▶ **WHAT YOU HAVE TO DO**
Transcribe every record beneath, precisely as written.

- - - - -

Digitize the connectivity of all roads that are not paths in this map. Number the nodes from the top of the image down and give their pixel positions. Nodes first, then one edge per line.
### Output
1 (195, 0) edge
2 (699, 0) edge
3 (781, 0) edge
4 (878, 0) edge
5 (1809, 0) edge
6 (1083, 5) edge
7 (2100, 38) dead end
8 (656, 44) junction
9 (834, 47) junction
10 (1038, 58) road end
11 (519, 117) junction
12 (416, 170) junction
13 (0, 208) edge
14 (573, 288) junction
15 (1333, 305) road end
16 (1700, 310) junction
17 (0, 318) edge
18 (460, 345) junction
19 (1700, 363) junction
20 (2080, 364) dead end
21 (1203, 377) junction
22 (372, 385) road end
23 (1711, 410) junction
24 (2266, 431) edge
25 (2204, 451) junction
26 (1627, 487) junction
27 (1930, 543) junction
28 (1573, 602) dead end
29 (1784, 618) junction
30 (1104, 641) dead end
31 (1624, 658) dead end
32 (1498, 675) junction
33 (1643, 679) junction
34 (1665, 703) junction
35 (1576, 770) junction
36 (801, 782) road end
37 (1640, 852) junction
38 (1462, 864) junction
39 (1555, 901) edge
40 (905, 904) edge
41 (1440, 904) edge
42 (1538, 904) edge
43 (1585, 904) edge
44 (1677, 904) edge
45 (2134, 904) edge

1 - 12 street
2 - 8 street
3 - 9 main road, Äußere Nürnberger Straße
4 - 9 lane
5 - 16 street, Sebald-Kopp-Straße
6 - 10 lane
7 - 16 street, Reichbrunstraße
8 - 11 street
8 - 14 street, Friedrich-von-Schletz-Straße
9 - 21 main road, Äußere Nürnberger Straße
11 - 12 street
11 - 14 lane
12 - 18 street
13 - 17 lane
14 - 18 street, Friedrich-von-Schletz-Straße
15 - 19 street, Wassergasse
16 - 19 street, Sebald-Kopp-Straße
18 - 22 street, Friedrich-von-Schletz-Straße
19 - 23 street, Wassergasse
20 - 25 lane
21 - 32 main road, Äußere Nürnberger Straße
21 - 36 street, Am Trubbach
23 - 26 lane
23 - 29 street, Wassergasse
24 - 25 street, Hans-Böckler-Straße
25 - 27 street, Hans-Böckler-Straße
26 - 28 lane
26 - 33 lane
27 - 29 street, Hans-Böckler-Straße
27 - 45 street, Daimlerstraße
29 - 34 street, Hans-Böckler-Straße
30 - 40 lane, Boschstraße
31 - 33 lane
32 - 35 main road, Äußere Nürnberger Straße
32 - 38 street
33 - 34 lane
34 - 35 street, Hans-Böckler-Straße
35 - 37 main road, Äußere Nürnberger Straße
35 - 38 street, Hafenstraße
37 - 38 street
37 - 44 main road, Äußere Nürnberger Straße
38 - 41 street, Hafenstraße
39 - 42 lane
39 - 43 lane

- - - - -

▶ **COMPLETED TASK**
Digitize the connectivity of all roads that are not paths in this map. Number the nodes from the top of the image down and give their pixel positions. Nodes first, then one edge per line.
### Output
1 (195, 0) edge
2 (699, 0) edge
3 (781, 0) edge
4 (878, 0) edge
5 (1809, 0) edge
6 (1083, 5) edge
7 (2100, 38) dead end
8 (656, 44) junction
9 (834, 47) junction
10 (1038, 58) road end
11 (519, 117) junction
12 (416, 170) junction
13 (0, 208) edge
14 (573, 288) junction
15 (1333, 305) road end
16 (1700, 310) junction
17 (0, 318) edge
18 (460, 345) junction
19 (1700, 363) junction
20 (2080, 364) dead end
21 (1203, 377) junction
22 (372, 385) road end
23 (1711, 410) junction
24 (2266, 431) edge
25 (2204, 451) junction
26 (1627, 487) junction
27 (1930, 543) junction
28 (1573, 602) dead end
29 (1784, 618) junction
30 (1104, 641) dead end
31 (1624, 658) dead end
32 (1498, 675) junction
33 (1643, 679) junction
34 (1665, 703) junction
35 (1576, 770) junction
36 (801, 782) road end
37 (1640, 852) junction
38 (1462, 864) junction
39 (1555, 901) edge
40 (905, 904) edge
41 (1440, 904) edge
42 (1538, 904) edge
43 (1585, 904) edge
44 (1677, 904) edge
45 (2134, 904) edge

1 - 12 street
2 - 8 street
3 - 9 main road, Äußere Nürnberger Straße
4 - 9 lane
5 - 16 street, Sebald-Kopp-Straße
6 - 10 lane
7 - 16 street, Reichbrunstraße
8 - 11 street
8 - 14 street, Friedrich-von-Schletz-Straße
9 - 21 main road, Äußere Nürnberger Straße
11 - 12 street
11 - 14 lane
12 - 18 street
13 - 17 lane
14 - 18 street, Friedrich-von-Schletz-Straße
15 - 19 street, Wassergasse
16 - 19 street, Sebald-Kopp-Straße
18 - 22 street, Friedrich-von-Schletz-Straße
19 - 23 street, Wassergasse
20 - 25 lane
21 - 32 main road, Äußere Nürnberger Straße
21 - 36 street, Am Trubbach
23 - 26 lane
23 - 29 street, Wassergasse
24 - 25 street, Hans-Böckler-Straße
25 - 27 street, Hans-Böckler-Straße
26 - 28 lane
26 - 33 lane
27 - 29 street, Hans-Böckler-Straße
27 - 45 street, Daimlerstraße
29 - 34 street, Hans-Böckler-Straße
30 - 40 lane, Boschstraße
31 - 33 lane
32 - 35 main road, Äußere Nürnberger Straße
32 - 38 street
33 - 34 lane
34 - 35 street, Hans-Böckler-Straße
35 - 37 main road, Äußere Nürnberger Straße
35 - 38 street, Hafenstraße
37 - 38 street
37 - 44 main road, Äußere Nürnberger Straße
38 - 41 street, Hafenstraße
39 - 42 lane
39 - 43 lane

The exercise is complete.